Step Out With Seniors

Over the past few weeks I have learned a lot about taking good care of myself. I had an easy surgery, but developed complications which extended the recovery and never could have gotten where I am on my own. Here is some of what I learned. Hopefully, you will never need to use it, but, if you do, take it to heart.

By Mary Andrews

Over the past few weeks I have learned a lot about taking good care of myself.

I had an easy surgery, but developed complications which extended the recovery and never could have gotten where I am on my own.

Here is some of what I learned. Hopefully, you will never need to use it, but, if you do, take it to heart.

First of all, and most important, do not try to manage your recovery from surgery or a serious illness on your own. It just is not going to work well for you at all. You may find yourself needing help in unexpected ways. Someone may need to help you get in and out of bed, help you to the bathroom, onto and off a sofa or chair or even with walking. Your may be surprised to find yourself shaky and worried about falling.

Surprisingly, you may find you need someone to help you shower, dry off and get dressed again. It requires a big dose of humility to do this and is a bonus to have a helpful spouse at this point.

Because you may find yourself dozing off and on during the day, it is important that someone be with you to remind you to take any medication your doctor has prescribed. You may need a range from several medications to none and it is easy to forget which ones you have taken and when. Having someone nearby to help with this is very necessary.

Food can be a big issue when you are recovering. You certainly are not going to want to cook, so plan ahead. We had things like meatloaf and spaghetti sauce in the freezer, a pizza and a few other things that were easy to fix.
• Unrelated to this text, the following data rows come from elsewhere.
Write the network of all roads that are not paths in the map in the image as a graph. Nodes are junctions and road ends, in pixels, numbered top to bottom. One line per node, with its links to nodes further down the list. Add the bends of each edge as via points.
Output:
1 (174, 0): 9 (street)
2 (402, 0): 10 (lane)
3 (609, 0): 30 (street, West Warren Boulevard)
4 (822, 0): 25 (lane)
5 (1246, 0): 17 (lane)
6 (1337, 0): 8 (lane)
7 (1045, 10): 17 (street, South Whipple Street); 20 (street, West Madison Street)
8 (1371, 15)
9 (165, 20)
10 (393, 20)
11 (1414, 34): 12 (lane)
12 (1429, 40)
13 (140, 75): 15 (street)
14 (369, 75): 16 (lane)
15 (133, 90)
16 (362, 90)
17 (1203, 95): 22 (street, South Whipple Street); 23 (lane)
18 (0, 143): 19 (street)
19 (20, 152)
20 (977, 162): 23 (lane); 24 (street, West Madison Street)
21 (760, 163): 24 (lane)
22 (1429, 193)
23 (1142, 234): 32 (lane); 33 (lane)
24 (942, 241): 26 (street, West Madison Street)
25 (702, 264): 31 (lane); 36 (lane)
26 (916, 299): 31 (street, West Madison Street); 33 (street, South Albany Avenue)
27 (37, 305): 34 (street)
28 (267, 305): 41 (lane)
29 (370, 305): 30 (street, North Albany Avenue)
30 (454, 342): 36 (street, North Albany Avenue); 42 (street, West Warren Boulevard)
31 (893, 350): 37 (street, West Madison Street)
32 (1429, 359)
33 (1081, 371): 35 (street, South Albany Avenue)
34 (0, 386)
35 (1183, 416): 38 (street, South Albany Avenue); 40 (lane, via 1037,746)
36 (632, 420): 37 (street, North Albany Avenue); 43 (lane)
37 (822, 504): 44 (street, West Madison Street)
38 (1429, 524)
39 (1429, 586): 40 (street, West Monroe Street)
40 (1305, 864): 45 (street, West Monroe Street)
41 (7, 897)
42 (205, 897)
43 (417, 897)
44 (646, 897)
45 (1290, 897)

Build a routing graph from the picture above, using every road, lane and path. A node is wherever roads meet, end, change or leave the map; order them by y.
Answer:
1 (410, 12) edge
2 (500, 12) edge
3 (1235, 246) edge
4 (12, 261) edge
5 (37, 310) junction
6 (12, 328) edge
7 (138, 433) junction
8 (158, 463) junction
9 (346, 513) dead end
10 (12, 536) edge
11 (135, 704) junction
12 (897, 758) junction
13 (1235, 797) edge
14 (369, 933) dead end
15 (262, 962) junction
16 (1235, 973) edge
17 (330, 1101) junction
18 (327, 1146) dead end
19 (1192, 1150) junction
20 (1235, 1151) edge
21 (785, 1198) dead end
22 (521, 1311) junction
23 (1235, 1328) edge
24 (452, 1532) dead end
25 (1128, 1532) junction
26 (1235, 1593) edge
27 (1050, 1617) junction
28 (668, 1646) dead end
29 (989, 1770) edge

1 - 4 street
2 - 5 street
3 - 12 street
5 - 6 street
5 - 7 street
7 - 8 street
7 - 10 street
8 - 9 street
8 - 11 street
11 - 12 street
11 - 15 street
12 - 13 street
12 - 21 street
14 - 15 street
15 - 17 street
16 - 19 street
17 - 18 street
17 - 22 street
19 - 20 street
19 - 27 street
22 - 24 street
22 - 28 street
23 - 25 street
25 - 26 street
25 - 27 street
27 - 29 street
Breakfast was the only meal that appealed to me. However, the body needs more than a bowl of cereal to heal itself. Dick would ask me if I was ready for lunch and I would tell him I was not hungry. In a bit a small plate would appear at my elbow with a few slices of cheese, a bit of sliced meat and some crackers. It would look so appealing that I would eat it.

If you are trying to recover on your own, you most likely would skip lunch and eat a few crackers for dinner. Good nutrition is essential for recovery and involves all the food groups – fruit, veggies, grains, dairy and protein – not just snack foods. It is important that someone prepare food for you or bring it to you at your home.

You will have doctors’ appointments during your recovery time and this person can get you to and from your appointments as needed and refill prescriptions. Driving too soon is exhausting and could be dangerous.

Probably the most difficult thing you will have to do during recovery is walk. Dick made me walk through the house several times a day so I would not get so weak that I could not walk at all. If you get so weak you cannot walk at all, the next option is a nursing home – which was not an option for me. So I walked through the house making several loops several times a day.

Then came the “awful” day he said we were going for a walk outside. Before I could barely register a complaint he had me bundled into my robe and slippers and we set off down the driveway. I thought he was crazy! Walking through the house was difficult enough, but the driveway?

Day by day it became easier until I could do it several times on my own. Then came the day he joined me and said, “Let’s try a bit of the road.” Then he would encourage me to go just a bit further – to the cherry tree, to Pam’s driveway. On and on until now seven weeks later I can walk the entire length of the road. It reminded me that when a sedentary senior starts a walking program it really is a very big deal.

Then there are all the little things your caretaker can do for you such as laundry, answering the phone, taking messages and getting your mail.

One of the best things about having someone with you, besides the help and companionship, is that, when you feel you are not getting better, this someone can remind you how far you have come in your recovery.

If you do not already have someone at home to help you what can you do to get help? The most obvious choice is to ask family living nearby to help you. You may need to arrange a schedule so several people take a turn, but it is doable. There are other resources, too.

When my mother had knee surgery her friend, Mary, who lived in an apartment next door looked in on hear nearly every hour during the day. In the late afternoon a young woman she had hired from church came in to fix their dinners, get mom set for the night and spent the night with her. The next morning Veda got mom breakfast and set for the day before Mary popped in to check on her.

Other sources of information, other than churches and notices there on the back of the church bulletin, can be senior centers, doctor’s offices, community service offices and just asking others to see if they know of anyone who could be hired to help.

Until I had this experience I never realized how important it is to receive cards of a cheery note. Even just, “We are thinking of you” brought a smile to my face. So a huge thank you to Stephanie at the Enumclaw Fitness Center who, along with my classes, sent me a card every week and to everyone who did the same. Your good thoughts, prayers and good wishes lifted my spirits and brightened my day.

Thank you, too, to the special friends who called often about 5:30 to see how I was doing. You all made me feel connected to the larger world.

Thank you most of all to Dick who walked this road with me.

So here I am ready to go. Ready to step out into the world again.